TSMC, TW0002330008

TSMC 3DFabric advanced packaging - Taiwan Semiconductor bets on chip stacking at scale

Veröffentlicht: 11.07.2026 um 16:34 Uhr, Redaktion AD HOC NEWS, Redaktionelle Verantwortung: Rafael Müller (Chefredaktion)

TSMC 3DFabric advanced packaging integrates front-end and back-end technologies to stack and connect multiple chips in a single package for high-performance computing and AI workloads. This product is driving the price of Taiwan Semiconductor (TSMC) stock (ISIN TW0002330008).

TSMC, TW0002330008, Illustration mit AI erstellt.
TSMC, TW0002330008, Illustration mit AI erstellt.

TSMC 3DFabric advanced packaging sounds almost quiet in the cleanroom, only the soft hiss of gas and the rhythmic clack of handlers feeding wafers into tools, but this is where Taiwan Semiconductor's most complex chip stacks come together on glassy interposers.

How 3DFabric pulls chips together

3DFabric is TSMC's umbrella brand for its advanced packaging and 3D stack technologies, combining both front-end and back-end process know-how into one platform for system-level integration. It covers several families such as CoWoS, InFO, SoIC and system-on-wafer solutions.

Under this brand, TSMC connects logic dies, high-bandwidth memory (HBM) stacks and other chiplets side by side or vertically to build dense packages for AI accelerators, data center CPUs and networking silicon. The goal is to boost bandwidth, cut latency and keep power in check without relying only on smaller transistors.

Dig deeper & contextualize

TSMC 3DFabric in the bigger business picture

How advanced packaging orders from AI and data center customers feed back into earnings, capex and the valuation of Taiwan Semiconductor (TSMC).

The building blocks: CoWoS, InFO and SoIC

One pillar of 3DFabric is CoWoS, short for chip-on-wafer-on-substrate, which mounts logic dies and HBM on a silicon interposer before placing the assembly on an organic substrate. TSMC offers several CoWoS variants, including CoWoS-S with silicon interposers and CoWoS-R with organic redistribution layers.

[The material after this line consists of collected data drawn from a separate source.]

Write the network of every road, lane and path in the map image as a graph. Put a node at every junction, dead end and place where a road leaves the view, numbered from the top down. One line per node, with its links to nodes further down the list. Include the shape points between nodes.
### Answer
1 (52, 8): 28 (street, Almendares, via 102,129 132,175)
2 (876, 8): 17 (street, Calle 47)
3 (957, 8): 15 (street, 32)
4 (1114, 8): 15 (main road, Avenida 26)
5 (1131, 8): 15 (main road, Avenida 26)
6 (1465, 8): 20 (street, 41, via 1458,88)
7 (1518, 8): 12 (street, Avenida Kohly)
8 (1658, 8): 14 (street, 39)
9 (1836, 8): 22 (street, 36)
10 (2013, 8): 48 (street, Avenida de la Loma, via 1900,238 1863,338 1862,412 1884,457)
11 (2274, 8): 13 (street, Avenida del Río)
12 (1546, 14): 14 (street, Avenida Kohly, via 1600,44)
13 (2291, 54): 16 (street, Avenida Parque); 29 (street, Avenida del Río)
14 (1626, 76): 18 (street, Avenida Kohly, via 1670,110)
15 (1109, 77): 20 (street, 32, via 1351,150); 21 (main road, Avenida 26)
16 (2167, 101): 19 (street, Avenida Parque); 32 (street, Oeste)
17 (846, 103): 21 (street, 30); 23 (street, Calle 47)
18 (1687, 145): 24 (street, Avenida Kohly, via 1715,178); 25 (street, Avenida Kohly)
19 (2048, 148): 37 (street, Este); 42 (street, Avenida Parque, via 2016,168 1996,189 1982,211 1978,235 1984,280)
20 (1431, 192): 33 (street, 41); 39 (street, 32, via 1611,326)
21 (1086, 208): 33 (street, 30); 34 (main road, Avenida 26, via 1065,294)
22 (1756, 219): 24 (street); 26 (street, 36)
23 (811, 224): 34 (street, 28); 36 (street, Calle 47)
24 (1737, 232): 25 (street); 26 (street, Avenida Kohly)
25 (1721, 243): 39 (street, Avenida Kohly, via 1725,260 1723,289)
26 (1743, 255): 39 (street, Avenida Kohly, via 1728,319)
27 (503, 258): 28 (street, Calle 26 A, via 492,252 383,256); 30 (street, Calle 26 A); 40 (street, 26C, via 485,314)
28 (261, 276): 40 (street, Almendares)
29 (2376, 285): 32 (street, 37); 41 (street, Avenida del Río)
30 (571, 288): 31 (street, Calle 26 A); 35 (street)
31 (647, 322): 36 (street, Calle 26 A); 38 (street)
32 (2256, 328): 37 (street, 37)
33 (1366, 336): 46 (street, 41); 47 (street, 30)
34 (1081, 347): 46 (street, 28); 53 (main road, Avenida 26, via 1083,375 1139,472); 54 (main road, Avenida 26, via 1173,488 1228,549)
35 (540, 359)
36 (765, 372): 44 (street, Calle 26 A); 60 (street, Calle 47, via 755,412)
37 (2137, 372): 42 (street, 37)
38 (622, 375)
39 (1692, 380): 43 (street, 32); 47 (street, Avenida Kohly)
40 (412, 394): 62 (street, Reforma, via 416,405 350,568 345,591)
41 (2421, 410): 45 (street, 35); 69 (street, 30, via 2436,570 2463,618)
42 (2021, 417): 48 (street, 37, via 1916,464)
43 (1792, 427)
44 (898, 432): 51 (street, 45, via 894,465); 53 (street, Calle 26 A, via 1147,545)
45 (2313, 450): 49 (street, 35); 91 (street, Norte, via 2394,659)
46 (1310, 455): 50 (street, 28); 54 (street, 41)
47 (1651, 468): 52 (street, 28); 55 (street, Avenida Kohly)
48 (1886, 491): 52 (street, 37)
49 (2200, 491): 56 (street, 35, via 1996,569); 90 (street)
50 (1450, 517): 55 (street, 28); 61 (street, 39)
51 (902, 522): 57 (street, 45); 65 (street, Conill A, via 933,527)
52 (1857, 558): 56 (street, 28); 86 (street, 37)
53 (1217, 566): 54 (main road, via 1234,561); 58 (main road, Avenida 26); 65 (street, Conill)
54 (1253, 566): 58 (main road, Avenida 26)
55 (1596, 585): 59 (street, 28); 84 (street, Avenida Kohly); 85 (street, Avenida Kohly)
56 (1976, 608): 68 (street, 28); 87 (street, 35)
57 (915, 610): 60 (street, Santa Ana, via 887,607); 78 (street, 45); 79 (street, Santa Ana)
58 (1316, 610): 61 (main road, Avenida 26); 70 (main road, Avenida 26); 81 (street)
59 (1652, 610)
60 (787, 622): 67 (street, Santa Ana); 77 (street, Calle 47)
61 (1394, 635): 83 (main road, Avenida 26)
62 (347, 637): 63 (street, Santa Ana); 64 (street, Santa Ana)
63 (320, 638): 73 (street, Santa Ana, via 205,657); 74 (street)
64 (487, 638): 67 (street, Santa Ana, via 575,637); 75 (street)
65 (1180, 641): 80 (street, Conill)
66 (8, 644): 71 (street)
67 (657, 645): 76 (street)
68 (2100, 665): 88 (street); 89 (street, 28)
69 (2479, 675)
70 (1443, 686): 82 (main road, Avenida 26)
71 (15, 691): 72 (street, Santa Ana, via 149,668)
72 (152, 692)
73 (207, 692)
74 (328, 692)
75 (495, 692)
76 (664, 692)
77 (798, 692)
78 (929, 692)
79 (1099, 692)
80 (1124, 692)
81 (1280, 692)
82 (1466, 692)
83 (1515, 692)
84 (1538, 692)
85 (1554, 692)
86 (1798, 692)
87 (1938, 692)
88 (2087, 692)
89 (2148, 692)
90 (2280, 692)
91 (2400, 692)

InFO, or integrated fan-out, removes the traditional substrate and uses redistribution layers to spread signals from the chip to solder balls, reducing package thickness and improving electrical performance. This technology appears in mobile system-on-chip packages and some high-performance devices.

Vertical stacking with SoIC

At the 3D end, SoIC (System on Integrated Chips) allows TSMC to stack dies vertically using direct copper-to-copper bonding, without solder microbumps in between. This shortens interconnect length and can reduce power consumption for die-to-die communication.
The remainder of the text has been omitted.